It certainly seemed like the right decision at the time for T.J. Borden.
Last year, toward the end of his junior season, Borden elected to quit the Black Hills High School wrestling team.
Borden simply told Gonzales he would let him know if you had a change of heart. Initially, neither truly believed that would occur.
“It was really tough on me. I lost a few nights of sleep, if you ask my wife, over T.J. quitting last year,” Gonzales said. “I knew he was burned out. He was always the guy at 220 (pounds), wrestling really tough matches, and losing by 1 or 2 points to the top guys in the state. I feel like that’s the reason why he quit originally. It’s tough to constantly step back out on the mat when your end result is a loss.”
There’s a sign in Gonzales’ office which reads: “Better never quits and quitters never get better.”
Gonzales embraces this mindset and preaches it to his squad, and just because Borden had already turned in his singlet, Gonzales still considered him a part of the team.
“I approached him every time I saw him,” Gonzales said. “I saw him in line at Dairy Queen and gave him a little nudge and said ‘You know, you can still come out. No hard feelings.”
That “No Quit” mentality applied to Gonzales’ tactic at pursuing Borden. It was relentless and ultimately broke Borden, swaying him to return to the mat.
“I think he can really persuade anyone to do anything. He pretty much dragged me back into it,” Borden said with a grin. “There is a little regret.
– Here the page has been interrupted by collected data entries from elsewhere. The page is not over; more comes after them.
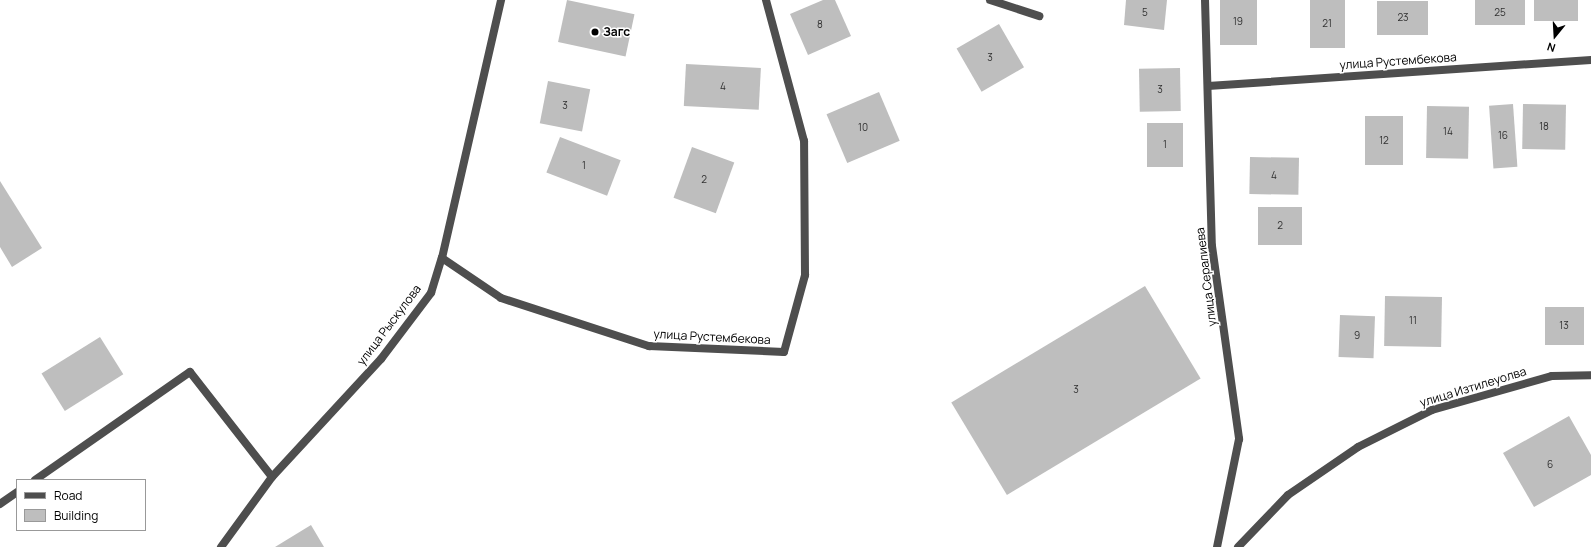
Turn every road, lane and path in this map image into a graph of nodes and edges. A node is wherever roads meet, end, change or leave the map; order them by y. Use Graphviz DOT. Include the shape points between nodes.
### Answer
graph roads {
  1 [pos="500,0"];
  2 [pos="766,0"];
  3 [pos="990,0"];
  4 [pos="1205,0"];
  5 [pos="1039,16"];
  6 [pos="1591,60"];
  7 [pos="1208,86"];
  8 [pos="442,258"];
  9 [pos="1591,374"];
  10 [pos="272,477"];
  11 [pos="35,479"];
  12 [pos="16,493"];
  13 [pos="0,504"];
  14 [pos="221,547"];
  15 [pos="1216,547"];
  16 [pos="1238,547"];
  1 -- 8 [label="street, улица Рыскулова"];
  2 -- 8 [label="street, улица Рустембекова" via="804,141 805,275 784,352 649,346 502,298"];
  3 -- 5 [label="street"];
  4 -- 7 [label="street, улица Сералиева"];
  6 -- 7 [label="street, улица Рустембекова"];
  7 -- 15 [label="street, улица Сералиева" via="1212,246 1239,439"];
  8 -- 10 [label="street, улица Рыскулова" via="431,293 381,359"];
  9 -- 16 [label="street, улица Изтилеуолва" via="1552,376 1432,410 1358,447 1288,495"];
  10 -- 11 [label="street" via="190,372"];
  10 -- 14 [label="street, улица Рыскулова"];
  12 -- 13 [label="street"];
}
At the beginning of the season I wasn’t sure if I was going to wrestle. (Coach Gonzales) talked to me and then I was definitely into it. I am glad I came back out.”
Borden went from not being a member of the team to triumph.
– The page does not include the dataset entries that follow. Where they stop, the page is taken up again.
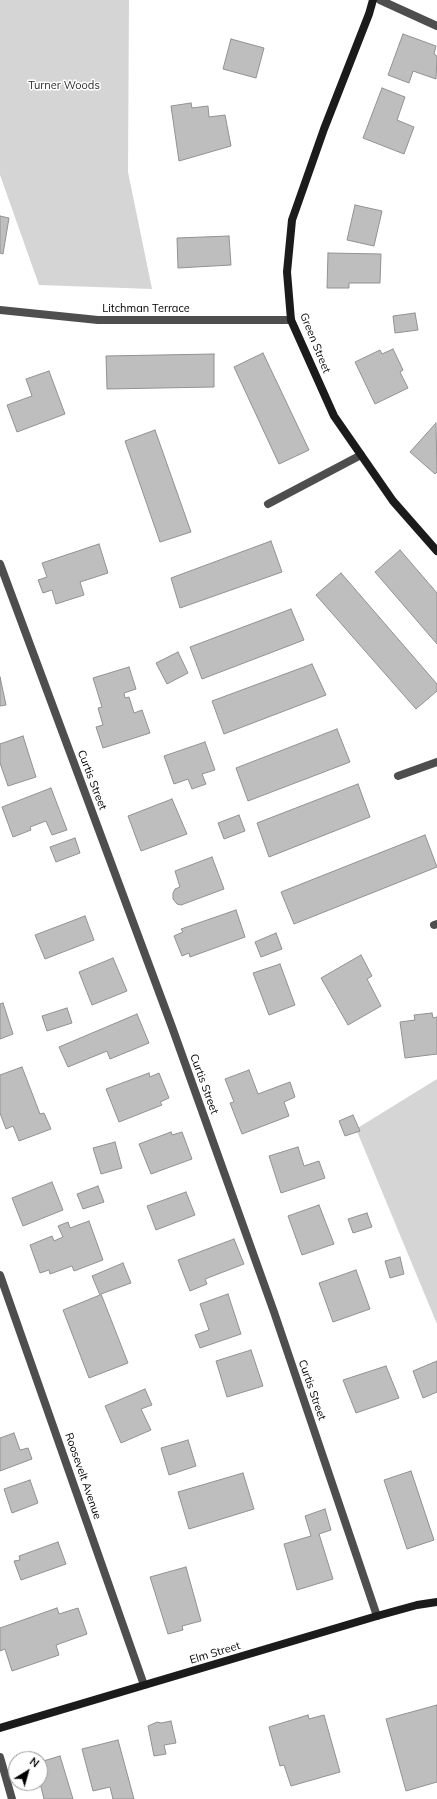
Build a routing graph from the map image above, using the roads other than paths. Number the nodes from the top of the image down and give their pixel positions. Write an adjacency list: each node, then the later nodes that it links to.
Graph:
1 (373, 0): 5 (main road, Green Street)
2 (380, 0): 3 (street)
3 (437, 26)
4 (0, 310): 5 (street, Litchman Terrace)
5 (291, 320): 6 (main road, Green Street)
6 (361, 455): 7 (street); 8 (main road, Green Street)
7 (268, 504)
8 (437, 551)
9 (0, 564): 14 (street, Curtis Street)
10 (437, 762): 11 (street)
11 (398, 776)
12 (0, 1275): 15 (street, Roosevelt Avenue)
13 (437, 1602): 14 (main road, Elm Street)
14 (377, 1616): 15 (main road, Elm Street)
15 (144, 1685): 16 (main road, Elm Street)
16 (0, 1728)
17 (0, 1757): 18 (street)
18 (12, 1799)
He claimed the 195-pound championship at the Class 2A Region III wrestling tournament and will now close his high school wrestling career at the state championships, which takes place February 19-20 at the Tacoma Dome.
“I think he’s realizing how much better he’d be if he didn’t quit,” Gonzales said. “The drive that he has now, he knows what happened when he quit. There was no end result. I think because he quit last year he came in with a goal this year. He came in hungry. He’s burning for it.”
Fellow senior Gage Keesee (160 pounds) will join Borden at Mat Classic XXVIII, both looking to take home a state championship.
It will be Borden’s first trip to state as a participating wrestler. As a freshman and sophomore he worked the tournament, helping notify referees when a round had ended and providing general assistance when called upon. This time around his tasks will be far more specific.
“It’s pretty exciting. I’m excited to finally actually get to wrestle at the mat,” he says. “I’m just going to try to go to the top.”
Borden will face Tyee junior Conrado Barrera in the opening round at the state tournament. Borden enters the tournament as the No. 5 ranked 195 pounder in the 2A ranks by Washingtonwrestlingreport.net. A potential match-up with third-ranked Anthony Ruiz could take place in the quarterfinals, while two-time state champion Dylan Beeler of Clarkston sits on the opposite half of the bracket.
“He came back out and it was just great. It was a good feeling just having him step back out into the mat room,” Gonzales said. “He picked it right back up. He’s always been mentally tough in all of his matches.”
Remarkably, Borden, who has a 3.4 grade point average, started the season in the heavyweight division, coming in at 235 pounds.
“We had a couple tournaments where kids didn’t want to step out onto the mat with him,” Gonzales said. “We went to a tournament in Renton. T.J. missed weight at 220 so I had to wrestle him at heavyweight and as soon as he took his shirt off they just gave a forfeit. It happened twice that day.”
Gradually, Borden trimmed down to wrestle in the 195-pound category.
“We dropped down to 195 because how competitive it was. I feel T.J. can beat anybody,” Gonzales said. “Once he dropped all that weight, why not drop down to 195 instead of wrestling guys that are 20 pounds heavier than you? He’s overall just a beast.”
Despite the weight loss, Borden still maintained his brutish strength, placing him among the state’s strongest of wrestlers in the division, a fact he quickly realized.
“The first time I wrestled at 195 everything felt pretty light,” Borden said. “I got used to it pretty quick. It’s a tough weight class.”
Borden will now look to end this season with a state title – an accomplishment which seemed farfetched this time last year.
“What I want my team to take away from this season is when the going gets tough, quitting is not where you want to go,” Gonzales said. “I try to explain to my wrestlers, just try to be better than the day before.”